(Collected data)
□ □ □ □ □

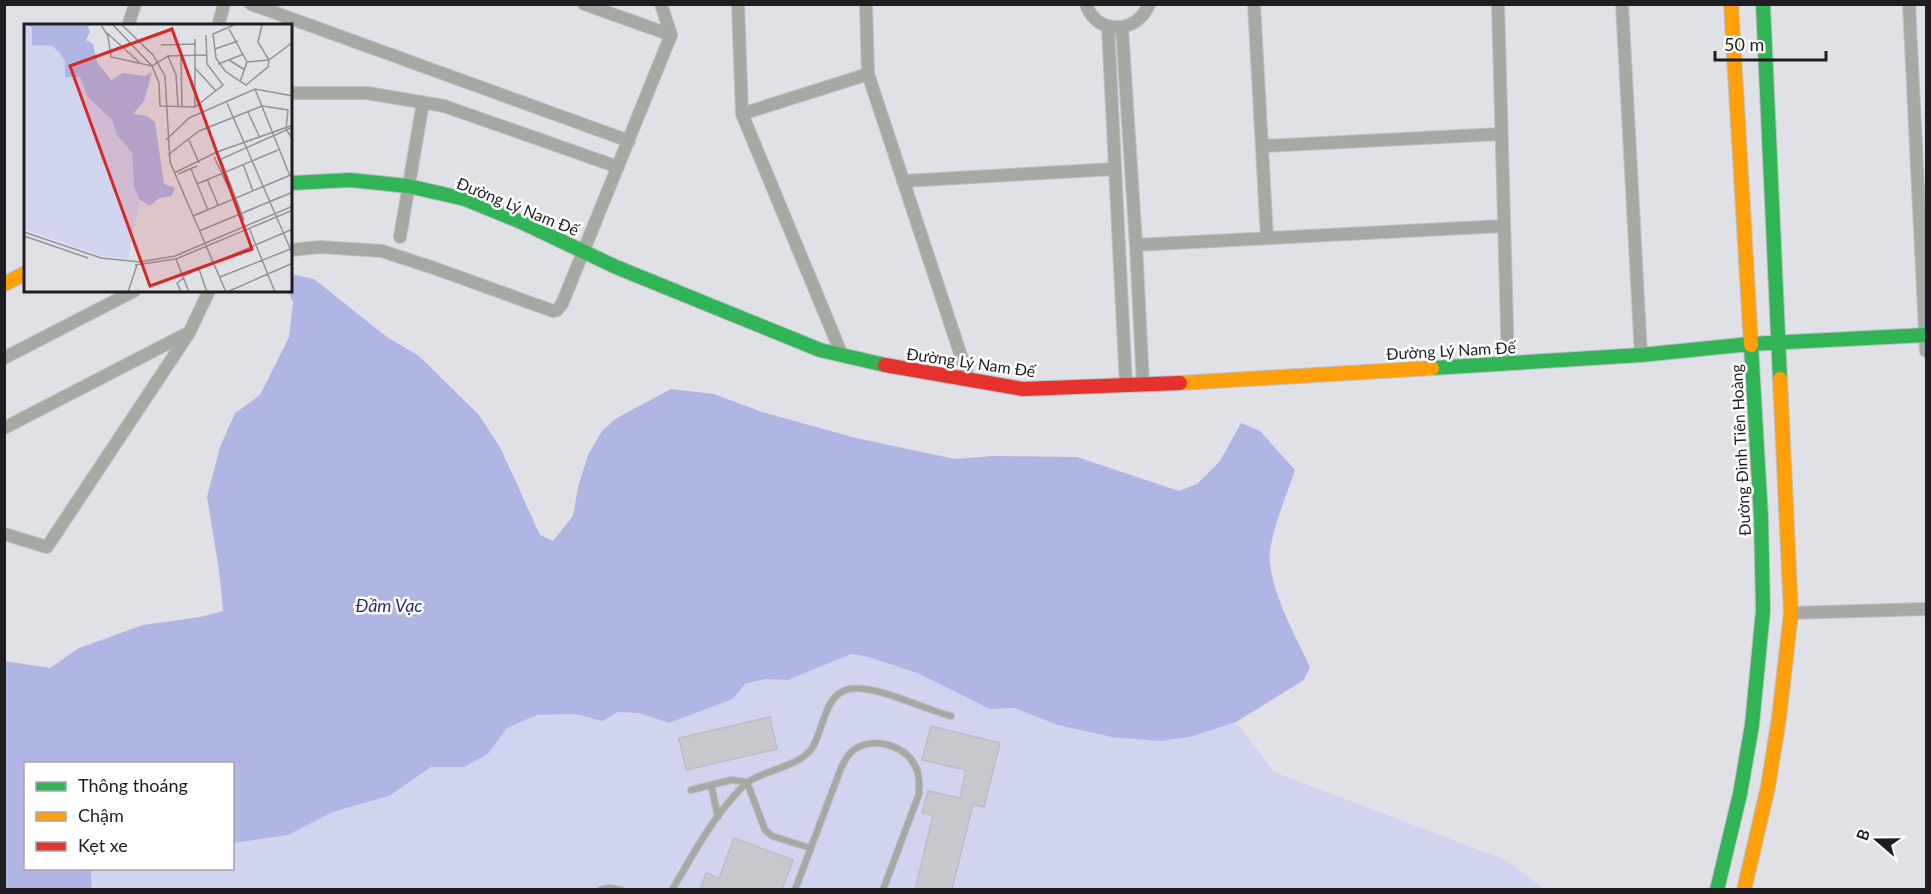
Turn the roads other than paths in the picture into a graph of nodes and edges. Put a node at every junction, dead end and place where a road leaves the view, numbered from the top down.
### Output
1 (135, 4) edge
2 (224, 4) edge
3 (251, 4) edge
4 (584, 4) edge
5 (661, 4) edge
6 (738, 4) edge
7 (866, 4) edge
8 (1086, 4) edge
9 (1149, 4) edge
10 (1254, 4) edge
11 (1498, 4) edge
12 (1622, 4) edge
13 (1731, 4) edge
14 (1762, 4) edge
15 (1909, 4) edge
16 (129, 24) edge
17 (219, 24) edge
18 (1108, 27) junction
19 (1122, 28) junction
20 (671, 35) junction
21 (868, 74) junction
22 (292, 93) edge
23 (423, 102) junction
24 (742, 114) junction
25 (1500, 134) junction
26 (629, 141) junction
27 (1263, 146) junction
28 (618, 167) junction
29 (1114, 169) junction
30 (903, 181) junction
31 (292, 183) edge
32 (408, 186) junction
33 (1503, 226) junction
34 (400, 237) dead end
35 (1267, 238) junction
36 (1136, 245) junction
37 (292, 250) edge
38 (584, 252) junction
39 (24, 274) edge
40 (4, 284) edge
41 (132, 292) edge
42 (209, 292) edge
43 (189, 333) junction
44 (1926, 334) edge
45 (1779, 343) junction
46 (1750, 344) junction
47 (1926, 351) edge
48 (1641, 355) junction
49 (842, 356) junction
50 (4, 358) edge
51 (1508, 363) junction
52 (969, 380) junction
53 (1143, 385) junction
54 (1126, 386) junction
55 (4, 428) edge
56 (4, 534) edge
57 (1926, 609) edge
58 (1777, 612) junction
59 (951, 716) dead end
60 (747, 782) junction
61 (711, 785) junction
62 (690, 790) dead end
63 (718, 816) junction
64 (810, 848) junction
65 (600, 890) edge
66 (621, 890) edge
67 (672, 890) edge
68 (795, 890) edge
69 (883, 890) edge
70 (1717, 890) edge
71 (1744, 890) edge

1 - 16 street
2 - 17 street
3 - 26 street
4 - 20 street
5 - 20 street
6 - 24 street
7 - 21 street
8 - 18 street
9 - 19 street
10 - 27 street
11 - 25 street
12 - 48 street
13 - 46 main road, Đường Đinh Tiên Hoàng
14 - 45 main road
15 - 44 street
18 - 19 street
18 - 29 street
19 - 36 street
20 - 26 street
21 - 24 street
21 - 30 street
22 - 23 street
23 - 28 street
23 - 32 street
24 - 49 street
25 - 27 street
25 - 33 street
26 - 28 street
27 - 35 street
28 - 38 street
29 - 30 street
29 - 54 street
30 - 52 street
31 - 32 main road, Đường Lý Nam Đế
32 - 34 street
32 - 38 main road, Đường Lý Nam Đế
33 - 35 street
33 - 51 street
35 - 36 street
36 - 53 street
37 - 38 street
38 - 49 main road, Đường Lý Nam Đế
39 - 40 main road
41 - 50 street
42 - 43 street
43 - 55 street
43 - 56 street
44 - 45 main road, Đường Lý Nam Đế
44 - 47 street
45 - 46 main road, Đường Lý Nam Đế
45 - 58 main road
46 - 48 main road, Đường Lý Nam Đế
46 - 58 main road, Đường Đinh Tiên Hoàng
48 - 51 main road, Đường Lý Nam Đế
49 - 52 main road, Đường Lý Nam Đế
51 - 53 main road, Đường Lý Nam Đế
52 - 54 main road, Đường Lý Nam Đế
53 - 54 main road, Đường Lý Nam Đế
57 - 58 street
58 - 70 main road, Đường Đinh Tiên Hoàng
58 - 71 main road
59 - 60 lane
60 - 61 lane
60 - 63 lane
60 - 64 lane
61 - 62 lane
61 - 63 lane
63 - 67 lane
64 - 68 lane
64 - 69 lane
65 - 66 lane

□ □ □ □ □

_EXERCISE PROMPT_: None of the pictures belong in the copy; transcribe the rest of the data exactly.

_RESULT_:
Turn the roads other than paths in the picture into a graph of nodes and edges. Put a node at every junction, dead end and place where a road leaves the view, numbered from the top down.
### Output
1 (135, 4) edge
2 (224, 4) edge
3 (251, 4) edge
4 (584, 4) edge
5 (661, 4) edge
6 (738, 4) edge
7 (866, 4) edge
8 (1086, 4) edge
9 (1149, 4) edge
10 (1254, 4) edge
11 (1498, 4) edge
12 (1622, 4) edge
13 (1731, 4) edge
14 (1762, 4) edge
15 (1909, 4) edge
16 (129, 24) edge
17 (219, 24) edge
18 (1108, 27) junction
19 (1122, 28) junction
20 (671, 35) junction
21 (868, 74) junction
22 (292, 93) edge
23 (423, 102) junction
24 (742, 114) junction
25 (1500, 134) junction
26 (629, 141) junction
27 (1263, 146) junction
28 (618, 167) junction
29 (1114, 169) junction
30 (903, 181) junction
31 (292, 183) edge
32 (408, 186) junction
33 (1503, 226) junction
34 (400, 237) dead end
35 (1267, 238) junction
36 (1136, 245) junction
37 (292, 250) edge
38 (584, 252) junction
39 (24, 274) edge
40 (4, 284) edge
41 (132, 292) edge
42 (209, 292) edge
43 (189, 333) junction
44 (1926, 334) edge
45 (1779, 343) junction
46 (1750, 344) junction
47 (1926, 351) edge
48 (1641, 355) junction
49 (842, 356) junction
50 (4, 358) edge
51 (1508, 363) junction
52 (969, 380) junction
53 (1143, 385) junction
54 (1126, 386) junction
55 (4, 428) edge
56 (4, 534) edge
57 (1926, 609) edge
58 (1777, 612) junction
59 (951, 716) dead end
60 (747, 782) junction
61 (711, 785) junction
62 (690, 790) dead end
63 (718, 816) junction
64 (810, 848) junction
65 (600, 890) edge
66 (621, 890) edge
67 (672, 890) edge
68 (795, 890) edge
69 (883, 890) edge
70 (1717, 890) edge
71 (1744, 890) edge

1 - 16 street
2 - 17 street
3 - 26 street
4 - 20 street
5 - 20 street
6 - 24 street
7 - 21 street
8 - 18 street
9 - 19 street
10 - 27 street
11 - 25 street
12 - 48 street
13 - 46 main road, Đường Đinh Tiên Hoàng
14 - 45 main road
15 - 44 street
18 - 19 street
18 - 29 street
19 - 36 street
20 - 26 street
21 - 24 street
21 - 30 street
22 - 23 street
23 - 28 street
23 - 32 street
24 - 49 street
25 - 27 street
25 - 33 street
26 - 28 street
27 - 35 street
28 - 38 street
29 - 30 street
29 - 54 street
30 - 52 street
31 - 32 main road, Đường Lý Nam Đế
32 - 34 street
32 - 38 main road, Đường Lý Nam Đế
33 - 35 street
33 - 51 street
35 - 36 street
36 - 53 street
37 - 38 street
38 - 49 main road, Đường Lý Nam Đế
39 - 40 main road
41 - 50 street
42 - 43 street
43 - 55 street
43 - 56 street
44 - 45 main road, Đường Lý Nam Đế
44 - 47 street
45 - 46 main road, Đường Lý Nam Đế
45 - 58 main road
46 - 48 main road, Đường Lý Nam Đế
46 - 58 main road, Đường Đinh Tiên Hoàng
48 - 51 main road, Đường Lý Nam Đế
49 - 52 main road, Đường Lý Nam Đế
51 - 53 main road, Đường Lý Nam Đế
52 - 54 main road, Đường Lý Nam Đế
53 - 54 main road, Đường Lý Nam Đế
57 - 58 street
58 - 70 main road, Đường Đinh Tiên Hoàng
58 - 71 main road
59 - 60 lane
60 - 61 lane
60 - 63 lane
60 - 64 lane
61 - 62 lane
61 - 63 lane
63 - 67 lane
64 - 68 lane
64 - 69 lane
65 - 66 lane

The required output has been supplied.